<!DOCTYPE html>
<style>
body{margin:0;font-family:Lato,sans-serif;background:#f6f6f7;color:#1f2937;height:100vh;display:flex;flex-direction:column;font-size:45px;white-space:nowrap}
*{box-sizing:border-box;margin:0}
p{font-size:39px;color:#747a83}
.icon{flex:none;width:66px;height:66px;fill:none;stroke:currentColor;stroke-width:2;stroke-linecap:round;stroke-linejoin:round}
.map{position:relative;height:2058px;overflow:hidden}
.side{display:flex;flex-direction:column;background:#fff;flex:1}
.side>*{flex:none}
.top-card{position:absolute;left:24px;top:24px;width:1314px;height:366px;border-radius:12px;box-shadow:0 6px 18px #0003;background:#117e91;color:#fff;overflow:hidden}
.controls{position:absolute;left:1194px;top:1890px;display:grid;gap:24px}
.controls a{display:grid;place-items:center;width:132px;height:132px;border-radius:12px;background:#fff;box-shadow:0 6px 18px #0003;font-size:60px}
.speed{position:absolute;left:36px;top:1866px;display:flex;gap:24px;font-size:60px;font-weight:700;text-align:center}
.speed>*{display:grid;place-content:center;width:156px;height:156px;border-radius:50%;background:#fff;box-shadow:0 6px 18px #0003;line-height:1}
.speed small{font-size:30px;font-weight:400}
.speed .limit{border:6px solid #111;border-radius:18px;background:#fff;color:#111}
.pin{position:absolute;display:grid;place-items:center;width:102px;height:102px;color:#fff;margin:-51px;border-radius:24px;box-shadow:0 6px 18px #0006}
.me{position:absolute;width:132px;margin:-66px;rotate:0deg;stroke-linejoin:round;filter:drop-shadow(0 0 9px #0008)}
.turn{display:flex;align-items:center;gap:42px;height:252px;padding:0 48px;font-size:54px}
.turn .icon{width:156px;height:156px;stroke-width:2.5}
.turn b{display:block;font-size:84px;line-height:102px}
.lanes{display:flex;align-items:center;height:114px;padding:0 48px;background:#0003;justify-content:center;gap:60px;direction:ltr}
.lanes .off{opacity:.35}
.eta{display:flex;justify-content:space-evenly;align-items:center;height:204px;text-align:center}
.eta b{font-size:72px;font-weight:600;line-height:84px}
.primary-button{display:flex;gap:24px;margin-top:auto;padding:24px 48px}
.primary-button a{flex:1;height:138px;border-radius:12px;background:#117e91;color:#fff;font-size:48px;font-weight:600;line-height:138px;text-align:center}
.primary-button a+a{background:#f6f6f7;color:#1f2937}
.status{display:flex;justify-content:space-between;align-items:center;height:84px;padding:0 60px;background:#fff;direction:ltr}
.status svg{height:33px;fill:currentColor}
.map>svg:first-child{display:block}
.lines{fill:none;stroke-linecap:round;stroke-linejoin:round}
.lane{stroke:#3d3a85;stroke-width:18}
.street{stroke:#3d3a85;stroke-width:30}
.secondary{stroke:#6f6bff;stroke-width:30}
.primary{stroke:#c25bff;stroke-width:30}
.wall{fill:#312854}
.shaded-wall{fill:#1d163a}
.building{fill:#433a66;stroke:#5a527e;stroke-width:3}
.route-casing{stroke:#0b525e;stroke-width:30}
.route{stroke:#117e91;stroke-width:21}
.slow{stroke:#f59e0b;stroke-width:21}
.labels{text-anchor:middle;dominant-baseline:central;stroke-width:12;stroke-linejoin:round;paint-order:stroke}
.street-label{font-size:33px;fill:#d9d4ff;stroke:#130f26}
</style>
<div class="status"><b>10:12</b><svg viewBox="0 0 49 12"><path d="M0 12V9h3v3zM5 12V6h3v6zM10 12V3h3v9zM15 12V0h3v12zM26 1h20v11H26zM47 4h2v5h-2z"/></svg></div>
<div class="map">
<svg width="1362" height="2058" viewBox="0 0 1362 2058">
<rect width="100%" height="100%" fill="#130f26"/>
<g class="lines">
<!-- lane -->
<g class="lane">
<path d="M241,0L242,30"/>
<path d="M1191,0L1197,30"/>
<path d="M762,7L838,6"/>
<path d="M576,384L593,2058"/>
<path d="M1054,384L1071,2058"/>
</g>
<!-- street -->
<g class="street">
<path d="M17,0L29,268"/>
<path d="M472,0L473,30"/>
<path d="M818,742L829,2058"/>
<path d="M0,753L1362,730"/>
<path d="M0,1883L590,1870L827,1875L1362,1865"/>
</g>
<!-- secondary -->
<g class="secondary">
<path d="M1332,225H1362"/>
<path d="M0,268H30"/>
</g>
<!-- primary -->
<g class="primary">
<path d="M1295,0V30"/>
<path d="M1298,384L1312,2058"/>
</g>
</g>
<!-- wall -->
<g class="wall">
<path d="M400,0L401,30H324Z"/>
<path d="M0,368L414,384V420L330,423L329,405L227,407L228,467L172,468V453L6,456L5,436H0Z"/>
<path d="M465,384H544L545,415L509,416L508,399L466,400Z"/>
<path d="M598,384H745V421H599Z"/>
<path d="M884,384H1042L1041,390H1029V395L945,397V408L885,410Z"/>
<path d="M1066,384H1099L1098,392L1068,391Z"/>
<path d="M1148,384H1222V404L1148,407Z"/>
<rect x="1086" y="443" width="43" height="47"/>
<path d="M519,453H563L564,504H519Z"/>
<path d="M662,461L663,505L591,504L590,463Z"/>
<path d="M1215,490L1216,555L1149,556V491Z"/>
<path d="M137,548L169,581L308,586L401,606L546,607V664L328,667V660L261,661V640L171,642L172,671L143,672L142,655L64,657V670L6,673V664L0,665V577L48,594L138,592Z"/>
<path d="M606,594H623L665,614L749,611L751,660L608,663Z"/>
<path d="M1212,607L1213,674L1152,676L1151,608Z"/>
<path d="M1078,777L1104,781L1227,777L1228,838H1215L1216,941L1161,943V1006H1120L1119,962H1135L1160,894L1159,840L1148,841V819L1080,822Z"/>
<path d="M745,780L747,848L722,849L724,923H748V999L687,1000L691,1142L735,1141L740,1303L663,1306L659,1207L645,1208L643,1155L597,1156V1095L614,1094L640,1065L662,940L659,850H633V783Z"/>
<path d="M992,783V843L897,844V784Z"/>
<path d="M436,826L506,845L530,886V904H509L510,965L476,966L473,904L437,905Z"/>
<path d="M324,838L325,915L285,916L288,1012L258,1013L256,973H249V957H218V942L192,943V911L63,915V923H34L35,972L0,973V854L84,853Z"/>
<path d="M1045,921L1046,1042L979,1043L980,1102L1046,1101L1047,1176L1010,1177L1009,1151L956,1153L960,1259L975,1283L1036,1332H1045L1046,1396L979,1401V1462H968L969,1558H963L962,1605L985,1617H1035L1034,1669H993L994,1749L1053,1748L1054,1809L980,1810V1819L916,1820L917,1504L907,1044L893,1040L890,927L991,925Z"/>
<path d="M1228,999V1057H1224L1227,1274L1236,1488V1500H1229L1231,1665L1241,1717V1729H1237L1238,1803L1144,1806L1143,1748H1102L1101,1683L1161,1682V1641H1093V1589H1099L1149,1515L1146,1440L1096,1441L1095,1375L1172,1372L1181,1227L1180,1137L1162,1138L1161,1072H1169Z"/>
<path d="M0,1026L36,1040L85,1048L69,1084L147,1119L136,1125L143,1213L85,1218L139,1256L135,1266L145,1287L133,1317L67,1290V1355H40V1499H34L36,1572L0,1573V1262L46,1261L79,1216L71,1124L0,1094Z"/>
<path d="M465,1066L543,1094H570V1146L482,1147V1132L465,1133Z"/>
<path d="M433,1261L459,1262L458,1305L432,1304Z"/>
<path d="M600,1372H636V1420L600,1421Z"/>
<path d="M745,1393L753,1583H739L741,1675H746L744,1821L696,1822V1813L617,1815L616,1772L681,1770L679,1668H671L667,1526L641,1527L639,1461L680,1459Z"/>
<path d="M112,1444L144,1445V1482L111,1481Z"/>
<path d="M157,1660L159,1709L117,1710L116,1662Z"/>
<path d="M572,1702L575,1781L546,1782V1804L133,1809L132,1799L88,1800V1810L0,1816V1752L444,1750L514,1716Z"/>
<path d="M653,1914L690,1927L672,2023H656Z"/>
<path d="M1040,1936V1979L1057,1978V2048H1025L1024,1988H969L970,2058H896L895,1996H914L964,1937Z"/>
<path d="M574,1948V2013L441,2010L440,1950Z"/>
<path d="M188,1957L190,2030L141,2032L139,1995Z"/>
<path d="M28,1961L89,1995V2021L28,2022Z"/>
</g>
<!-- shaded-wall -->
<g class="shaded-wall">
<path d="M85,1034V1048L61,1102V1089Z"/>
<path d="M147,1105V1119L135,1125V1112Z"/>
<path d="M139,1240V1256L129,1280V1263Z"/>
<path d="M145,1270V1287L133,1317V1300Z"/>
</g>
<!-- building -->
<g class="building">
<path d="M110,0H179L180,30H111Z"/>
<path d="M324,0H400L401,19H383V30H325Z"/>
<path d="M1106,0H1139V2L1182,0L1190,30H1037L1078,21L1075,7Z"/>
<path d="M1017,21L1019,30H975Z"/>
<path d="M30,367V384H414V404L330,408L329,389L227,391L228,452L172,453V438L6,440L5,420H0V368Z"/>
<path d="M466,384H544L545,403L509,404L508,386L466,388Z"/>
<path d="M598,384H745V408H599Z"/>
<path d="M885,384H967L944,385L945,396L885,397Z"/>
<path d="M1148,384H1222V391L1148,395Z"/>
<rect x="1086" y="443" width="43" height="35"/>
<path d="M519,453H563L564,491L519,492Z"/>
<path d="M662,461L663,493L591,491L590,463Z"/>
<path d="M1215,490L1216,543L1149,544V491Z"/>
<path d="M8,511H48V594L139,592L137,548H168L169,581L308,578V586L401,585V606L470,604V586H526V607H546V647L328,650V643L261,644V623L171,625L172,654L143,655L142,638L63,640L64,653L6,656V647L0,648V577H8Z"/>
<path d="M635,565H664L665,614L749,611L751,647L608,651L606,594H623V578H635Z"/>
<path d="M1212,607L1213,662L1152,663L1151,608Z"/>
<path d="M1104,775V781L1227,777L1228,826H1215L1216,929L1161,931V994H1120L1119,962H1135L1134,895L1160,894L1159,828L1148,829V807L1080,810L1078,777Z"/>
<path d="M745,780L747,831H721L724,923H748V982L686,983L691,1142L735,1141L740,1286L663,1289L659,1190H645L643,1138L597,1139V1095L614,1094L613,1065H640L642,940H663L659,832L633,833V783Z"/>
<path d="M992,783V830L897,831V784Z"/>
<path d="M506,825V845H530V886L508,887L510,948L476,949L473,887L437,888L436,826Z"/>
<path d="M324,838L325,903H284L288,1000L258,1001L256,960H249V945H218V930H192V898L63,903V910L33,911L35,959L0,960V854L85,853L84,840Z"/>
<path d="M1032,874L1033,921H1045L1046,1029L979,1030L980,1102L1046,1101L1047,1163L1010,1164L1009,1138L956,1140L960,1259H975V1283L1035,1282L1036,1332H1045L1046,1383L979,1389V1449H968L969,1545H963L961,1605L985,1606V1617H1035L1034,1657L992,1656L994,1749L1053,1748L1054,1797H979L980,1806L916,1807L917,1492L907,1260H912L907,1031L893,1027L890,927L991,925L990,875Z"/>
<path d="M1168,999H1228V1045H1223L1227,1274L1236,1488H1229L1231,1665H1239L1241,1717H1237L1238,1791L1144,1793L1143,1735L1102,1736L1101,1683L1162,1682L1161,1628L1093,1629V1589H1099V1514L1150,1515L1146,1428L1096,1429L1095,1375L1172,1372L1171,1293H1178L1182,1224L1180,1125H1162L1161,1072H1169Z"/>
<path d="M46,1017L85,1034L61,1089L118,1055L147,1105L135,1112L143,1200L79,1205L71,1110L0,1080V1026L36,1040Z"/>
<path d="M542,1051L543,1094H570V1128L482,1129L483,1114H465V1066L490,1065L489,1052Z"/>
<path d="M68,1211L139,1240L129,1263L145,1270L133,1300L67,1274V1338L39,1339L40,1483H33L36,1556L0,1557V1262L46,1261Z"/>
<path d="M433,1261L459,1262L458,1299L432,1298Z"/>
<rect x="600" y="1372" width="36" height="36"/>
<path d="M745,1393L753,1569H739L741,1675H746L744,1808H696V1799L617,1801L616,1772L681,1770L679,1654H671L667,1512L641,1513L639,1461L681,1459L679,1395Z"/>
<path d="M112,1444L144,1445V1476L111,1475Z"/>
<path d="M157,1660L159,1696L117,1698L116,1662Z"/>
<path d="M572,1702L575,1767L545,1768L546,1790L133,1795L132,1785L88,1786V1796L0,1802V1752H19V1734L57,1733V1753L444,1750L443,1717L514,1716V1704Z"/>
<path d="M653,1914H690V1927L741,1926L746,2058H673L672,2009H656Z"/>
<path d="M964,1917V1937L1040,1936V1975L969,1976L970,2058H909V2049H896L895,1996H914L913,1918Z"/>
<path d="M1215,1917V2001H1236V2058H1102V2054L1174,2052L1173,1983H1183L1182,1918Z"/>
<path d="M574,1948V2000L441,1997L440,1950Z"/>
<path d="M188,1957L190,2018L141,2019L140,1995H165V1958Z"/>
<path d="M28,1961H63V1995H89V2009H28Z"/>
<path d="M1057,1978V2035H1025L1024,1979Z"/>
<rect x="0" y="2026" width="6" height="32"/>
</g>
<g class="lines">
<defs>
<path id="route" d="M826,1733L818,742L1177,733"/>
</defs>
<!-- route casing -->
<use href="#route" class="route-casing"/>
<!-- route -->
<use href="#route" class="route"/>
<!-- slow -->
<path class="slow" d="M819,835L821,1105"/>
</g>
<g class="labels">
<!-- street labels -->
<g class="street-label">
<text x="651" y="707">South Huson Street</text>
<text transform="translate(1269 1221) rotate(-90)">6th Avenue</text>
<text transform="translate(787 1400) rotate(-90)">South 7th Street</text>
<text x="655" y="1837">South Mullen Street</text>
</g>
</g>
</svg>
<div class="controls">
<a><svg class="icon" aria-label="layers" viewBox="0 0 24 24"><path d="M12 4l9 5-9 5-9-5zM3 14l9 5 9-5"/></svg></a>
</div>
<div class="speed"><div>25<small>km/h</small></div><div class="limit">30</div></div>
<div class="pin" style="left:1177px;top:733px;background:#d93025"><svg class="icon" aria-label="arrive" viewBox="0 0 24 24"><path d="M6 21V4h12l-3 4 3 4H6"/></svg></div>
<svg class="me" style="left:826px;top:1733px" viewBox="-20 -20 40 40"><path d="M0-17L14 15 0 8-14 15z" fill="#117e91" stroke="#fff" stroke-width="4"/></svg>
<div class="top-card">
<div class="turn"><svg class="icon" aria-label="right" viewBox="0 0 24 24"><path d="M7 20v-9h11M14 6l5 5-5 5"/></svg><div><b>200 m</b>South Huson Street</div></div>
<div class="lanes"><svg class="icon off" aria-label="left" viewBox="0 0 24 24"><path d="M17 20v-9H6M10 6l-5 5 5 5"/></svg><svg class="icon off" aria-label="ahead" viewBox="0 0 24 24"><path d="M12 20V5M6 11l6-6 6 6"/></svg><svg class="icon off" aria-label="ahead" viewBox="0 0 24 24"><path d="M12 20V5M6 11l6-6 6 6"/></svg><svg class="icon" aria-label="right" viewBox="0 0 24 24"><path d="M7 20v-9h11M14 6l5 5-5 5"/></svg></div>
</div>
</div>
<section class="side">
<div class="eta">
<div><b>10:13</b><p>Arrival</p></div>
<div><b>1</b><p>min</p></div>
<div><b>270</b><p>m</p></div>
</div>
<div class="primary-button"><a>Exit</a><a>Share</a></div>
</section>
● ● ● ●
▸ **What this task involves**
All lines from the one containing "<div><b>270</b><p>m</p></div>" through the last line of the data must be set down exactly. No other lines belong in the answer.

▸ **Solution for this problem**
<div><b>270</b><p>m</p></div>
</div>
<div class="primary-button"><a>Exit</a><a>Share</a></div>
</section>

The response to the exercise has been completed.